Впрочем, это был невинный самообман. Писать для себя – это такое же вранье, как и утверждение, что женщины одеваются для себя. Что бы ты ни рассказывала, но тебе важно, как твой внешний вид оценят другие. С сочинительством – то же самое.
Это занятие меня привлекало противоречивостью. Писать для себя… На чистом листе создавать города, описывать людей, формировать их характеры. Придуманные герои будут произносить те слова, которые ты сам хотел бы сказать, да не сумел, не смог, не отважился или постеснялся. Это – твой мир, населенный только твоими людьми, и от тебя зависит их жизнь, их судьба. В этот мир можно убежать и любой момент подстроить под свое настроение. Это – убежище для души. И вместе с тем, у этого созданного тобой мира есть предназначение – стать публичным.

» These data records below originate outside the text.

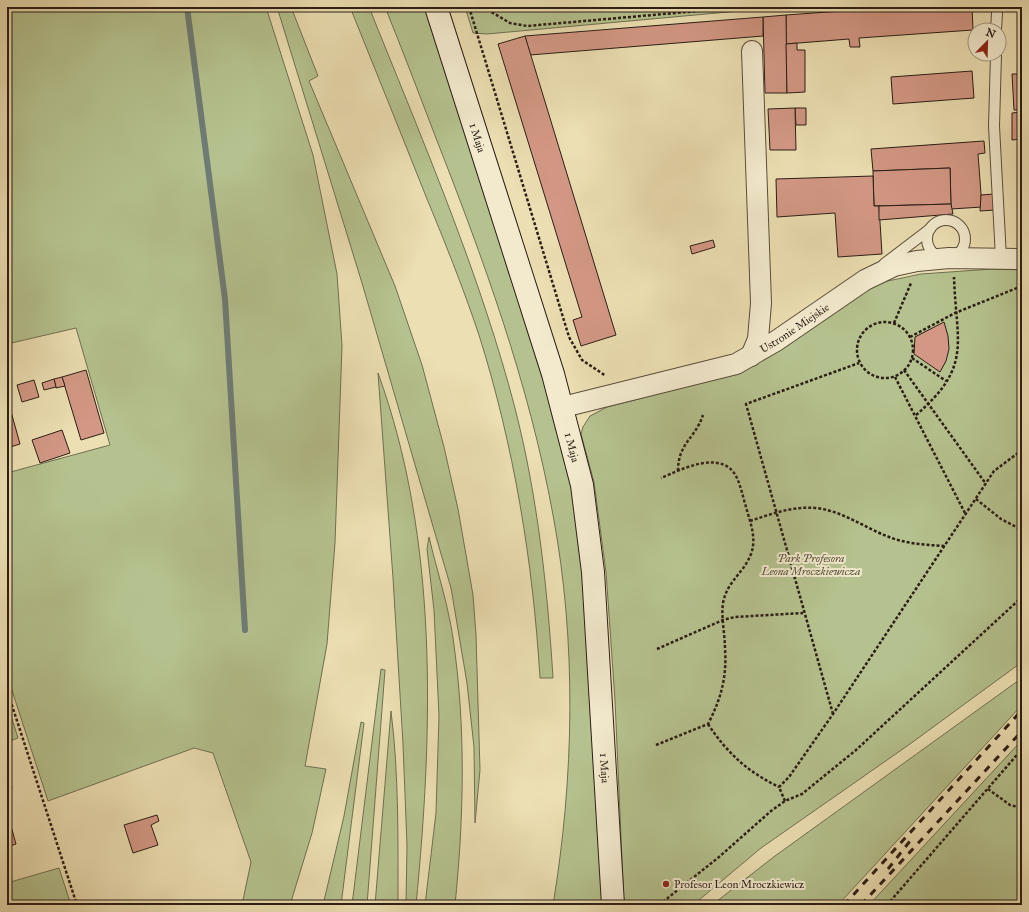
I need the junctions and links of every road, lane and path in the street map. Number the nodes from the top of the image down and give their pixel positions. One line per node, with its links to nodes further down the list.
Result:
1 (436, 7): 27 (street, 1 Maja)
2 (469, 7): 25 (path)
3 (483, 7): 4 (path)
4 (744, 7)
5 (997, 14): 6 (lane)
6 (996, 22)
7 (752, 51): 19 (street)
8 (996, 62): 11 (lane)
9 (930, 229): 10 (lane); 10 (lane); 14 (lane)
10 (949, 258): 11 (street, Ustronie Miejskie); 13 (street, Ustronie Miejskie); 16 (path)
11 (1002, 258): 12 (street, Ustronie Miejskie)
12 (1022, 259)
13 (920, 261): 14 (street, Ustronie Miejskie); 17 (path)
14 (856, 285): 19 (street, Ustronie Miejskie)
15 (1022, 286): 16 (path)
16 (955, 313): 18 (path); 24 (path)
17 (894, 324): 18 (path); 21 (path)
18 (910, 337): 22 (path)
19 (751, 356): 25 (street, Ustronie Miejskie)
20 (912, 358): 24 (path)
21 (859, 363): 23 (path); 35 (path)
22 (904, 370): 23 (path); 26 (path)
23 (895, 377): 29 (path)
24 (946, 382): 26 (path)
25 (618, 393): 27 (street, Ustronie Miejskie)
26 (929, 403): 29 (path); 33 (path)
27 (563, 407): 54 (street, 1 Maja)
28 (703, 415): 31 (path)
29 (916, 415): 36 (path)
30 (1022, 450): 33 (path)
31 (678, 471): 32 (path); 37 (path)
32 (661, 478)
33 (986, 484): 34 (path)
34 (976, 499): 36 (path); 38 (path)
35 (776, 512): 37 (path); 39 (path); 41 (path)
36 (966, 515): 39 (path)
37 (750, 521): 42 (path)
38 (1022, 530)
39 (946, 546): 45 (path)
40 (1022, 597): 51 (path)
41 (803, 613): 42 (path); 45 (path)
42 (723, 620): 43 (path); 46 (path)
43 (657, 649)
44 (7, 690): 53 (path)
45 (833, 714): 49 (path)
46 (708, 724): 47 (path); 49 (path)
47 (656, 745)
48 (1022, 749): 50 (path)
49 (779, 787): 51 (path)
50 (988, 789): 52 (path); 56 (path)
51 (785, 801): 55 (path)
52 (1022, 808)
53 (77, 905)
54 (613, 905)
55 (659, 905)
56 (886, 905)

Это противоречие щекотало нервы. Заставляло искренность превращаться в душевную обнаженность, признание – в исповедь, любовь – в страсть. Возможность обнародования усиливала, утяжеляла чувства. И превращала частное занятие в публичную деятельность…
Звонок раздался неожиданно.
– Настя, ты как там? Наверное, отсыпаешься? – звонила Лида, и я вспомнила, что за последние дни ни разу не разговаривала с сестрой.
– Да, отсыпаюсь. – Я ничего не хотела рассказывать про свои расследования.
– Послушай, Настя, я забыла тебя спросить, ты шелк для свадебного платья нашла?
О, боже! Этот самый шелк, ради которого я пересмотрела километры красивейших тканей, ради которого училась говорить сложные английские фразы, ради которого старательно улыбалась продавцу-пакистанцу, его-то я и не нашла.
– Лида, нет такого шелка. Просто нет. Есть какой угодно. Любого цвета, но чтобы в еле уловимую клеточку, сливочно-белую клеточку – такого нет!
– И что нам делать?! – Лида была в отчаянии. – Это платье должно быть именно таким. Понимаешь, золото, матовое, бледное. Старинное, когда еще не добавляли в него медь!
– Лида, давай найдем что-нибудь другое! Ну, так же не бывает, чтобы нельзя было что-то чем-то заменить!
– Бывает! Ты не понимаешь! – Лида чуть не плакала.
– Я все понимаю – ты придумала и нарисовала. Но в бизнесе так не может быть – захотела и случилось. Надо подстраиваться под условия. Под реальные условия.
– Тебе не понять! А я хочу именно такую ткань. Я так задумала! Так рисовала!